Fanny Adams purchased the land for 177 Commonwealth on October 9, 1874 from the Commonwealth of Massachusetts. It originally was a 28 foot wide lot, but on December 29, 1874, she sold the eastern one foot to Charles Merriam, who combined it with his lot and built his home at 175 Commonwealth on it.

Click here for an index to the deeds for 177 Commonwealth, and click here for further information about the land between the north side of Commonwealth and Alley 425, from Dartmouth to Exeter.

John Quincy Adams, the grandson of President John Quincy Adams, was a lawyer and served as a member of the Massachusetts House of Representatives.
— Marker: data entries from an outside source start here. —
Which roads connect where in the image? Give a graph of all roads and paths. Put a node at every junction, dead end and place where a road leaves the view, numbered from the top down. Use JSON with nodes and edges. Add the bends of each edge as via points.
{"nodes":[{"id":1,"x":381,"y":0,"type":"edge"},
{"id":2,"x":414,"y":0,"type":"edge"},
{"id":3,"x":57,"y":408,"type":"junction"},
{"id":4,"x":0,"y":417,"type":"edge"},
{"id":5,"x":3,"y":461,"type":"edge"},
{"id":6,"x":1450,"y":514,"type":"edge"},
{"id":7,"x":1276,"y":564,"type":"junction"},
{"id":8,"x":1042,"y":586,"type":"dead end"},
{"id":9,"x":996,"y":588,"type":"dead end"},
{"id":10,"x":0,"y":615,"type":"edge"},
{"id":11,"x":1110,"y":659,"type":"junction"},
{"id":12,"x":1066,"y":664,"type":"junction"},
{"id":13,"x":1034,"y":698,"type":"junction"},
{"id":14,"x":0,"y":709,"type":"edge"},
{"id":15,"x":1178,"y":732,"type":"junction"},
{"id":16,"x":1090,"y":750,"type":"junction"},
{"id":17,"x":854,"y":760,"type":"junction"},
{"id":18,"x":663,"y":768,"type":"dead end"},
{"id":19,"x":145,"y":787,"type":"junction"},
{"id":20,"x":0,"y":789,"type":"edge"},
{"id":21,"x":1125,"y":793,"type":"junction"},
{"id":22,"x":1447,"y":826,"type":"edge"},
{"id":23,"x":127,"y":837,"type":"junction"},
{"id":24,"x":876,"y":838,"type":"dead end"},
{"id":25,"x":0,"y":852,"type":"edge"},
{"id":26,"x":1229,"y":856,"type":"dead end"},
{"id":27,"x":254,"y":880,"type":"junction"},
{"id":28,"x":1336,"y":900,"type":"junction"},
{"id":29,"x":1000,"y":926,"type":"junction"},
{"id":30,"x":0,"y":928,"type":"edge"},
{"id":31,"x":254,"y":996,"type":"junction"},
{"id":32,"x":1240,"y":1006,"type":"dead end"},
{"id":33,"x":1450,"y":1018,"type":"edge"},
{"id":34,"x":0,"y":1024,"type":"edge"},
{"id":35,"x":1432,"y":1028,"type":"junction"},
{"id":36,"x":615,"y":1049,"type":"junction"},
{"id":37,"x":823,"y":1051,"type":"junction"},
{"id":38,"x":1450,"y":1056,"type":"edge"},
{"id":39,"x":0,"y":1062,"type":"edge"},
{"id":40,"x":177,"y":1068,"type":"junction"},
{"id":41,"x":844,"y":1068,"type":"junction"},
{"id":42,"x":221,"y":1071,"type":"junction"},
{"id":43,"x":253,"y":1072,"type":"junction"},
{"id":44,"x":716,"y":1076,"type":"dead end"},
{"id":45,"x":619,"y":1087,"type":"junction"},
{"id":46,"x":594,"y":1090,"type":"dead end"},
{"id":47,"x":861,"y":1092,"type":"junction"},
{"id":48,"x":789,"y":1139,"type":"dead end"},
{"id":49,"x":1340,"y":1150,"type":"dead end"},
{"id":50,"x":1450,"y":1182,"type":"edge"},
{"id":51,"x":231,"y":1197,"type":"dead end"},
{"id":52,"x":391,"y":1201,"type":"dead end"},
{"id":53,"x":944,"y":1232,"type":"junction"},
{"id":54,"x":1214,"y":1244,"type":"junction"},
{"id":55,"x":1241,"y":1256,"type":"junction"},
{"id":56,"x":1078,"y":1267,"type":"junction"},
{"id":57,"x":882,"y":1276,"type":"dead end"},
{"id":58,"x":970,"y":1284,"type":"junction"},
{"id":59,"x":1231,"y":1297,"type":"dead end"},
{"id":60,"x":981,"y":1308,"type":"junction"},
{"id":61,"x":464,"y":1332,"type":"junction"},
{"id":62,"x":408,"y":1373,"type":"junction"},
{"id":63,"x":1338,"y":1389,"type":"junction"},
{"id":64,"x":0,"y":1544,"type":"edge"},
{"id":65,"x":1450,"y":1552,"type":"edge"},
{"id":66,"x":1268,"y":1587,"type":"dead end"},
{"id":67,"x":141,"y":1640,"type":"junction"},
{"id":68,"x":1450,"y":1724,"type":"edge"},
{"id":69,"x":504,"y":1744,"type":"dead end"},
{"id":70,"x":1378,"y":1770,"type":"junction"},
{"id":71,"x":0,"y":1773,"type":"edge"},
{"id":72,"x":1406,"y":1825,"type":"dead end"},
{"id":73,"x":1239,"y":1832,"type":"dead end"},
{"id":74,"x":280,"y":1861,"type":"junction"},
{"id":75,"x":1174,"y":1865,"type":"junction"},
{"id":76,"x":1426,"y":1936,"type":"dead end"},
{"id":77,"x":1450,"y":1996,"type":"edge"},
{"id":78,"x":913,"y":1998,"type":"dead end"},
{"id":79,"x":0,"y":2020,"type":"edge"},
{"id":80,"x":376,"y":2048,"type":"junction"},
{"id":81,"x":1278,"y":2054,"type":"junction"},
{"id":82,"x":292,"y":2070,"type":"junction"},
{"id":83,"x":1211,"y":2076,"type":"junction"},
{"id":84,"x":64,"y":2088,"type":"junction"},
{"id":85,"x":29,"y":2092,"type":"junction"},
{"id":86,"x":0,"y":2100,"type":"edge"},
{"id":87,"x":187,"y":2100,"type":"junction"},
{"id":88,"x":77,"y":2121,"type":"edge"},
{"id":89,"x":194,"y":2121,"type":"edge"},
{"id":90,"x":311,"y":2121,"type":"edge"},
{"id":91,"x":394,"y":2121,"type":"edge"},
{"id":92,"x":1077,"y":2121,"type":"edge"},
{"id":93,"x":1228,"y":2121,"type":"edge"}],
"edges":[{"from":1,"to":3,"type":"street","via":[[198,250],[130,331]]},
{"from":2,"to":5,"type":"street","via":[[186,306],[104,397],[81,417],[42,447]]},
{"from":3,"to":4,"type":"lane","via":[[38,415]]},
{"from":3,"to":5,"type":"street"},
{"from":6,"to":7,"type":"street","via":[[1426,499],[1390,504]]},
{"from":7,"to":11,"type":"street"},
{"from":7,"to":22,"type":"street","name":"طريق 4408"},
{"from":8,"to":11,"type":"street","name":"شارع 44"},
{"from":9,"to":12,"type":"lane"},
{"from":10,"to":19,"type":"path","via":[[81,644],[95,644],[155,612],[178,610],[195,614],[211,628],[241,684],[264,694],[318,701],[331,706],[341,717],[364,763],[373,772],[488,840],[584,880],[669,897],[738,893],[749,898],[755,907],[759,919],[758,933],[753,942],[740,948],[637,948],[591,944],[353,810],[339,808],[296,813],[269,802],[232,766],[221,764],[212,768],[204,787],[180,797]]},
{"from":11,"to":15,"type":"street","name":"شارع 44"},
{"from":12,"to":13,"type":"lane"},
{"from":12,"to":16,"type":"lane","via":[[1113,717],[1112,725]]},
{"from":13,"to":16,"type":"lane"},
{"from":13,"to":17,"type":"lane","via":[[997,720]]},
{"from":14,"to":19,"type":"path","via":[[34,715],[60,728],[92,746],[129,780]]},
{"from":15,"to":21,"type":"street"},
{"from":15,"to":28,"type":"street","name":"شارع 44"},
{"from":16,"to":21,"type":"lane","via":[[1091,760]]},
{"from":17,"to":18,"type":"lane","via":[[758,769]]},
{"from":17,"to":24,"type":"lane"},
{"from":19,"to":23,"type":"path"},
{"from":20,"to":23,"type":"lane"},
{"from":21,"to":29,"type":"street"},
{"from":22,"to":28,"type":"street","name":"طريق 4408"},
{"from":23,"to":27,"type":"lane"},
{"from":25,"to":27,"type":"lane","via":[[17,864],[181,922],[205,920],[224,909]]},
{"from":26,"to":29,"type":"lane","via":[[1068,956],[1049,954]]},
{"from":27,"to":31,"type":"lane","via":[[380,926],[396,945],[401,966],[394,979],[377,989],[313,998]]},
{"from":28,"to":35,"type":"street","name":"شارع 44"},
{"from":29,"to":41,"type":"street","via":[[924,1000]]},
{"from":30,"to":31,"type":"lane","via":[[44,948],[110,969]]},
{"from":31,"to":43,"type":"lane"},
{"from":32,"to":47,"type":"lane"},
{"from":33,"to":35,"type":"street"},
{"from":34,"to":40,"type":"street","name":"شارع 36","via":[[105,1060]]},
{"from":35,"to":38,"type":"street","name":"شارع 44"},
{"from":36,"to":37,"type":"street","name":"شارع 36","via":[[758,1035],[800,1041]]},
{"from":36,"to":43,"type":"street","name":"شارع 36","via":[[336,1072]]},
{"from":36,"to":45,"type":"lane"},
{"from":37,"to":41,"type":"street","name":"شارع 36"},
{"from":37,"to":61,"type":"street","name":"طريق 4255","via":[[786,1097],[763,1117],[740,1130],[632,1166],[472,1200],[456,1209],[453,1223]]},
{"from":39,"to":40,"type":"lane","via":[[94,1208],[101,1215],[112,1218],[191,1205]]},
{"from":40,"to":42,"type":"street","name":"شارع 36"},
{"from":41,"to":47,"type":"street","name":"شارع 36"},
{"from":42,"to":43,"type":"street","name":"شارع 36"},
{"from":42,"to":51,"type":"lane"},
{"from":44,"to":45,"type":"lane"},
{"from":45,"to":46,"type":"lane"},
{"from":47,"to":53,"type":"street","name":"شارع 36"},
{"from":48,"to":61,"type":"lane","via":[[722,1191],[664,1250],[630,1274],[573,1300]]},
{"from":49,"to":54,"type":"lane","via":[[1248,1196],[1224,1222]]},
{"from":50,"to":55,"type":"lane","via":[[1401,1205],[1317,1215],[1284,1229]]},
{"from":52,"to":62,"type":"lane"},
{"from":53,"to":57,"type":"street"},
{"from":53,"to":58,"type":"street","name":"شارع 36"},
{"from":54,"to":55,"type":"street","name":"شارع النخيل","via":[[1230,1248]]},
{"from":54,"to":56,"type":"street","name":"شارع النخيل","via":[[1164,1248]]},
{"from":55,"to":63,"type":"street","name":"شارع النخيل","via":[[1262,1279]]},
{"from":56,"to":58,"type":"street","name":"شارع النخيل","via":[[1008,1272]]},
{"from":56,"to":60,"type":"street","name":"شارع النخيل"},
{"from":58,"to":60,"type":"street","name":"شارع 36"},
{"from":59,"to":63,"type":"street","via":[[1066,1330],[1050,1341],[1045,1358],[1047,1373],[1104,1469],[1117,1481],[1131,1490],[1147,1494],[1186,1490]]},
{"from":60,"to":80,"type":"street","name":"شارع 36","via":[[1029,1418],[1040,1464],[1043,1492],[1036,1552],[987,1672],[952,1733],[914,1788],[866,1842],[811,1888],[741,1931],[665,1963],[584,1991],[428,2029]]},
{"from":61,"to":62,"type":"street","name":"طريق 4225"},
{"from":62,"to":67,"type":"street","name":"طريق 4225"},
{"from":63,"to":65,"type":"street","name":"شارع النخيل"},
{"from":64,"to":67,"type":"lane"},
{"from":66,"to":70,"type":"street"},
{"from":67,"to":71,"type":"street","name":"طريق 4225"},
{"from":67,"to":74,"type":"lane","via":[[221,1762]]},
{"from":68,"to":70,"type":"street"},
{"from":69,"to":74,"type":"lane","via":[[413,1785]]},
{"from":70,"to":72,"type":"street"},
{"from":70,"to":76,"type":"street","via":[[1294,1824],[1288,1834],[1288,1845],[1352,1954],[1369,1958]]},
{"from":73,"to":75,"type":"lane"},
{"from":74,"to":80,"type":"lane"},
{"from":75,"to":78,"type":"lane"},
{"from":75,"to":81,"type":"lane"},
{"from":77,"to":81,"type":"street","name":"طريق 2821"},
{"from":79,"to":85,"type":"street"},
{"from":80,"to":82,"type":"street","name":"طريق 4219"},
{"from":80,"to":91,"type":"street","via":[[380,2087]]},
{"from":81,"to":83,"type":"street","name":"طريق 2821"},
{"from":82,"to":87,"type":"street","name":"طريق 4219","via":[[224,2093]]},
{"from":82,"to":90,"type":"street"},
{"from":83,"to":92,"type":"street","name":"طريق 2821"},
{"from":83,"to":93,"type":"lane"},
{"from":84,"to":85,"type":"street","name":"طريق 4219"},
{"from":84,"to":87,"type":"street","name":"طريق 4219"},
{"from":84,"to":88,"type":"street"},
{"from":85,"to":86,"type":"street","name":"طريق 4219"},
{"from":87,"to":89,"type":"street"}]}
A Democrat, he was an unsuccessful candidate for Governor in 1868, 1869, and 1870.  In 1872, he was nominated for Vice President by a faction of the Democratic party that refused to support Horace Greeley.

John and Fanny Adams’s four surviving children lived with them: George Caspar Adams, Charles Francis Adams (called Charles Francis Adams 2nd to distinguish him from his uncle, Charles Francis Adams, Jr.), Arthur Adams, and Abigail Adams.

John Quincy Adams died in August of 1894.  Fanny Adams and their children continued to live at 177 Commonwealth and in Quincy.

Charles Francis Adams 2nd, a lawyer, married in April of 1899 to Frances Lovering; after their marriage, they lived in Concord.

George Adams died in July of 1900.

Arthur Adams graduated from Harvard in 1899 and became manager of trust properties and later a trust company officer. He lived in Quincy.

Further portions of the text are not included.